I am attempting to run the new LDA algorithm cvb (Mahout version 0.6) against
the Reuters data. I just added another
entry to the cluster-reuters.sh example script as follows:
******************************************************************************
elif [ "x$clustertype" == "xcvb" ]; then
$MAHOUT seq2sparse \
-i ${WORK_DIR}/reuters-out-seqdir/ \
-o ${WORK_DIR}/reuters-out-seqdir-sparse-cvb \
-wt tf -seq -nr 3 --namedVector \
&& \
$MAHOUT cvb \
-i ${WORK_DIR}/reuters-out-seqdir-sparse-cvb/tf-vectors \
-o ${WORK_DIR}/reuters-cvb -k 20 -ow -x 2 \
-dict ${WORK_DIR}/reuters-out-seqdir-sparse-cvb/dictionary.file-0 \
-mt ${WORK_DIR}/topic-model-cvb -dt ${WORK_DIR}/doc-topic-cvb \
&& \
$MAHOUT ldatopics \
-i ${WORK_DIR}/reuters-cvb/state-2 \
-d ${WORK_DIR}/reuters-out-seqdir-sparse-cvb/dictionary.file-0 \
-dt sequencefile
******************************************************************************
I successfully ran the previous LDA algorithm against Reuters but I am most
interested in this new implementation of LDA because I want the new feature
that generates document-to-cluster mappings (e.g., parameter –dt).

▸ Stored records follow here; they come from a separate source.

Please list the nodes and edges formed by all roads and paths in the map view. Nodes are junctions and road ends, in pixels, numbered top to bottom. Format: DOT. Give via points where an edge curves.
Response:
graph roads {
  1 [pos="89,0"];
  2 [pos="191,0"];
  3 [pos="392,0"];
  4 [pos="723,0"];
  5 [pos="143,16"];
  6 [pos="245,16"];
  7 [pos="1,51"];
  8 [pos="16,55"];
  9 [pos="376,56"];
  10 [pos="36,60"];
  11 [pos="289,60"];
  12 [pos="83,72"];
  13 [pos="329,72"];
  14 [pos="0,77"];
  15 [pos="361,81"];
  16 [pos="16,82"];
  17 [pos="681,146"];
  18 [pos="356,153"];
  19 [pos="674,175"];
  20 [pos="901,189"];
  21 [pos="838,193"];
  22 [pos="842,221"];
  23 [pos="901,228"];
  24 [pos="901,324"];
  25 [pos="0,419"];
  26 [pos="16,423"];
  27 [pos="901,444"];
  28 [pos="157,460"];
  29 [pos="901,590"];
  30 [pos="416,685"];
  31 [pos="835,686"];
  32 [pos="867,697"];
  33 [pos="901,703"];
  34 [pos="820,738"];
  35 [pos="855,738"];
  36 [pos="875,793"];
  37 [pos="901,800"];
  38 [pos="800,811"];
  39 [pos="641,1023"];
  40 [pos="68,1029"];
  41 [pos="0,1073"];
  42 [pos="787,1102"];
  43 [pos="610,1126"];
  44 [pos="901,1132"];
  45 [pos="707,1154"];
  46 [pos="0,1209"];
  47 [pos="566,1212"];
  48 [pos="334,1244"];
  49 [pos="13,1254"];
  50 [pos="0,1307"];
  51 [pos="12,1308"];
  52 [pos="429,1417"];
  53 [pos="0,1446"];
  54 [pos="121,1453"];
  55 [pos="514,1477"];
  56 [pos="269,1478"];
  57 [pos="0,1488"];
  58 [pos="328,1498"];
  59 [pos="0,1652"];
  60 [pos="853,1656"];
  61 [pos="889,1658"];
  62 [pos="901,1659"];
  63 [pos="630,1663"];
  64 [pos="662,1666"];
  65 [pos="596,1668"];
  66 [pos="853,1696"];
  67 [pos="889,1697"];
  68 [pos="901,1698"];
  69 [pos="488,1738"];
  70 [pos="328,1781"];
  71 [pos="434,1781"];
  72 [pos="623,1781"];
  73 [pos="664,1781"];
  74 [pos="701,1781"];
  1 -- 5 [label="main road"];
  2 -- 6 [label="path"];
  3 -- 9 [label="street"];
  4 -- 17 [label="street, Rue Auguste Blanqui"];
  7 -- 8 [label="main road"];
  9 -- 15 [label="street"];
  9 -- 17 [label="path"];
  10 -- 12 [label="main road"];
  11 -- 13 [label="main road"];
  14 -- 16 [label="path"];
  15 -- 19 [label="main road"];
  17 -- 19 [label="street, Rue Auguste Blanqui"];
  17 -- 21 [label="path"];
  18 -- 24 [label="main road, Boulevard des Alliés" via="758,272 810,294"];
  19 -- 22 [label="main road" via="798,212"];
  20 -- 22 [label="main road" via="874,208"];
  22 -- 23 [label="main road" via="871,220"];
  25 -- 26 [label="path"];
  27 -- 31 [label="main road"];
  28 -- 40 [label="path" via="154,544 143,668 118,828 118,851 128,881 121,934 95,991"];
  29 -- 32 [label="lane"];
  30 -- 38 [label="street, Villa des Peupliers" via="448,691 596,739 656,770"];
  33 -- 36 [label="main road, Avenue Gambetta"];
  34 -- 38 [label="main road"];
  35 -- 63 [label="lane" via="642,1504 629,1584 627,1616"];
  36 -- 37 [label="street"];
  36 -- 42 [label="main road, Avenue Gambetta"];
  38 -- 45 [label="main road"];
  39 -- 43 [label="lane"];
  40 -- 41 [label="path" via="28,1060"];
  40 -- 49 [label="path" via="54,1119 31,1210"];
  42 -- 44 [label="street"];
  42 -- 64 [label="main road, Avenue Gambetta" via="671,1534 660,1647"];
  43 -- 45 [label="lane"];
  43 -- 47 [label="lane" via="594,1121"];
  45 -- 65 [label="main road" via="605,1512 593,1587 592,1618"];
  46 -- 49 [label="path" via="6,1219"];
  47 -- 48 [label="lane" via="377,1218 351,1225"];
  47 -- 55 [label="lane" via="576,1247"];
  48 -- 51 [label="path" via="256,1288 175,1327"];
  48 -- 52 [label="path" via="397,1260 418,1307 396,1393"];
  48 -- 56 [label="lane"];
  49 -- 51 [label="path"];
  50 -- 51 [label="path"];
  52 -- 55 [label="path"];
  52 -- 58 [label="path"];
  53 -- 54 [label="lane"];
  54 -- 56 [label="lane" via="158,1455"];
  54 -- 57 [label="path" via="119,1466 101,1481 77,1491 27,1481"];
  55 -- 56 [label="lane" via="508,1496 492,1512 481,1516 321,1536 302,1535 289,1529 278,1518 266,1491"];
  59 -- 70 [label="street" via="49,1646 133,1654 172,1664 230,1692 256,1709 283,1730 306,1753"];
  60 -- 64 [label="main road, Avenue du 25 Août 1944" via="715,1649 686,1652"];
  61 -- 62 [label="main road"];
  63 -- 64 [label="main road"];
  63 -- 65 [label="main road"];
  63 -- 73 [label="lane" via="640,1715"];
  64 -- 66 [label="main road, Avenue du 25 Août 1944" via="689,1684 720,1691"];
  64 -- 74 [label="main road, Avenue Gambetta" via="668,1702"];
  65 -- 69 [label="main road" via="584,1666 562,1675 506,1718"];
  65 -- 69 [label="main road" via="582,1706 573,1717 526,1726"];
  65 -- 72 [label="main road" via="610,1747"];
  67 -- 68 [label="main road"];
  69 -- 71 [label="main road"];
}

When I run the above code via Hadoop pseudo distributed mode as well as on a
small cluster I receive the same error from the "mahout cvb" command. All the
pre-clustering logic including sequence file and sparse vector generation works
fine but when the cvb clustering is attempted the mappers fail with the
following error in the Hadoop map task log:
java.lang.ClassCastException: org.apache.hadoop.io.Text cannot be cast to
org.apache.hadoop.io.IntWritable
at
org.apache.mahout.clustering.lda.cvb.CachingCVB0Mapper.map(CachingCVB0Mapper.java:55)
at org.apache.hadoop.mapreduce.Mapper.run(Mapper.java:144)
at org.apache.hadoop.mapred.MapTask.runNewMapper(MapTask.java:621)
at org.apache.hadoop.mapred.MapTask.run(MapTask.java:305)
at org.apache.hadoop.mapred.Child.main(Child.java:170)
Any help with resolving the problem would be appreciated.
Dan